- [Required action]:
Repeat the records exactly, minus the pictures.

- [Data]:
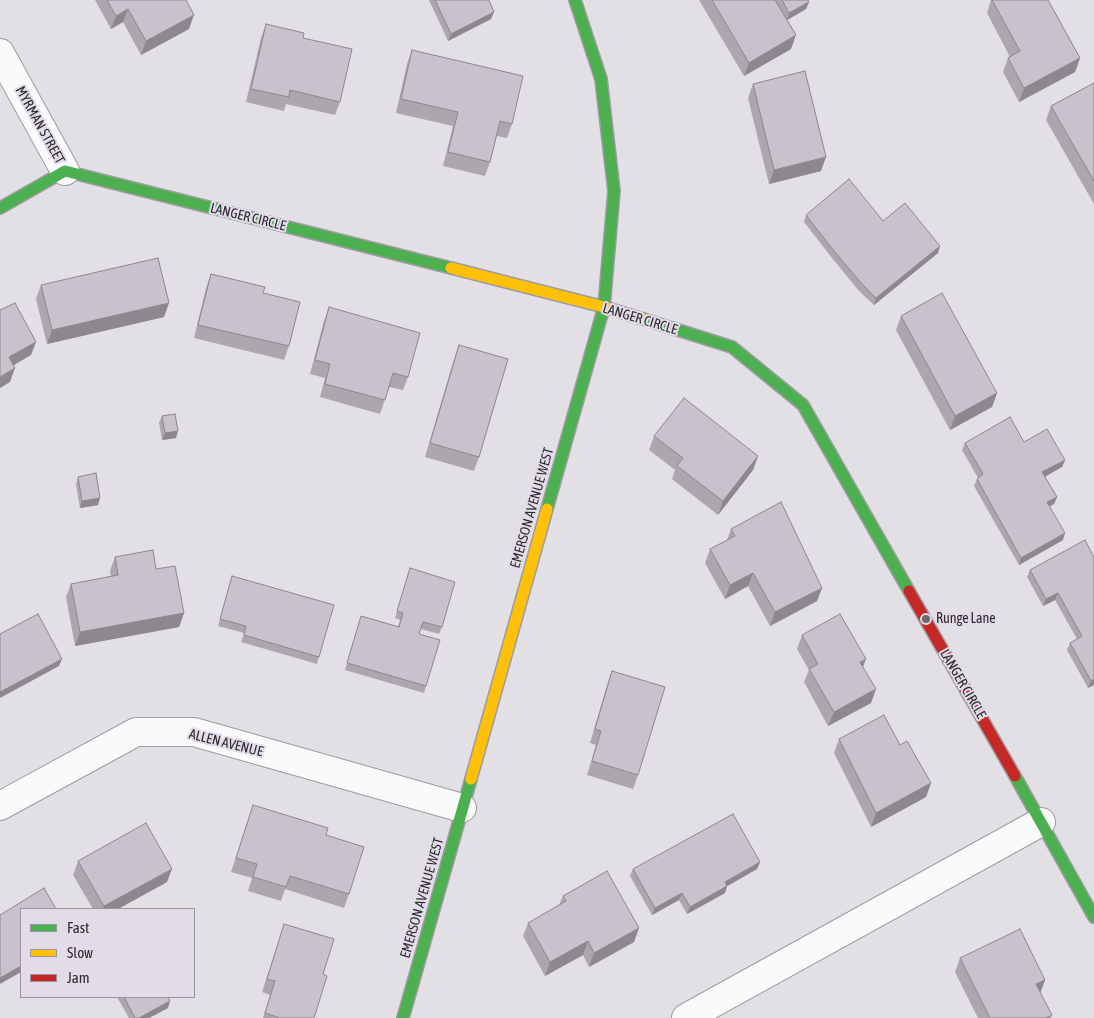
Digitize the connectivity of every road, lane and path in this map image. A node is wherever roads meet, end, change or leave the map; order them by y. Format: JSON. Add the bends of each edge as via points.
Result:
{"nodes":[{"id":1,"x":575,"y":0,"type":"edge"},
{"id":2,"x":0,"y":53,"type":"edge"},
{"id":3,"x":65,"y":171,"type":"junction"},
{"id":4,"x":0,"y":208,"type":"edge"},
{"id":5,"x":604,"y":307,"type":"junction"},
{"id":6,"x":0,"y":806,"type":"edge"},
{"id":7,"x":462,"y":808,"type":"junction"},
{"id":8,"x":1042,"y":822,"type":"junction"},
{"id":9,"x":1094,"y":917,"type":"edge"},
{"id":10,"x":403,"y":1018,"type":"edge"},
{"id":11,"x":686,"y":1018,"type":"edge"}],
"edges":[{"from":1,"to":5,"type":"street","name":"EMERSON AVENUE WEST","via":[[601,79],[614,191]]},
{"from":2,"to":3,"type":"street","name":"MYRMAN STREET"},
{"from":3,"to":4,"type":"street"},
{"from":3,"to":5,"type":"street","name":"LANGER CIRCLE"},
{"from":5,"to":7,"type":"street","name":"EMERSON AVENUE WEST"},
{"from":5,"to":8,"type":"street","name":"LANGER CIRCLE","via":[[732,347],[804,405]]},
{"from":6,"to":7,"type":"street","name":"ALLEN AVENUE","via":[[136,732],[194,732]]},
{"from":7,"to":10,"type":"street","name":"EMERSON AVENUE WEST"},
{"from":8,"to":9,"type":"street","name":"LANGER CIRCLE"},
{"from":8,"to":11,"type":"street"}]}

- [Task output]:
Digitize the connectivity of every road, lane and path in this map image. A node is wherever roads meet, end, change or leave the map; order them by y. Format: JSON. Add the bends of each edge as via points.
Result:
{"nodes":[{"id":1,"x":575,"y":0,"type":"edge"},
{"id":2,"x":0,"y":53,"type":"edge"},
{"id":3,"x":65,"y":171,"type":"junction"},
{"id":4,"x":0,"y":208,"type":"edge"},
{"id":5,"x":604,"y":307,"type":"junction"},
{"id":6,"x":0,"y":806,"type":"edge"},
{"id":7,"x":462,"y":808,"type":"junction"},
{"id":8,"x":1042,"y":822,"type":"junction"},
{"id":9,"x":1094,"y":917,"type":"edge"},
{"id":10,"x":403,"y":1018,"type":"edge"},
{"id":11,"x":686,"y":1018,"type":"edge"}],
"edges":[{"from":1,"to":5,"type":"street","name":"EMERSON AVENUE WEST","via":[[601,79],[614,191]]},
{"from":2,"to":3,"type":"street","name":"MYRMAN STREET"},
{"from":3,"to":4,"type":"street"},
{"from":3,"to":5,"type":"street","name":"LANGER CIRCLE"},
{"from":5,"to":7,"type":"street","name":"EMERSON AVENUE WEST"},
{"from":5,"to":8,"type":"street","name":"LANGER CIRCLE","via":[[732,347],[804,405]]},
{"from":6,"to":7,"type":"street","name":"ALLEN AVENUE","via":[[136,732],[194,732]]},
{"from":7,"to":10,"type":"street","name":"EMERSON AVENUE WEST"},
{"from":8,"to":9,"type":"street","name":"LANGER CIRCLE"},
{"from":8,"to":11,"type":"street"}]}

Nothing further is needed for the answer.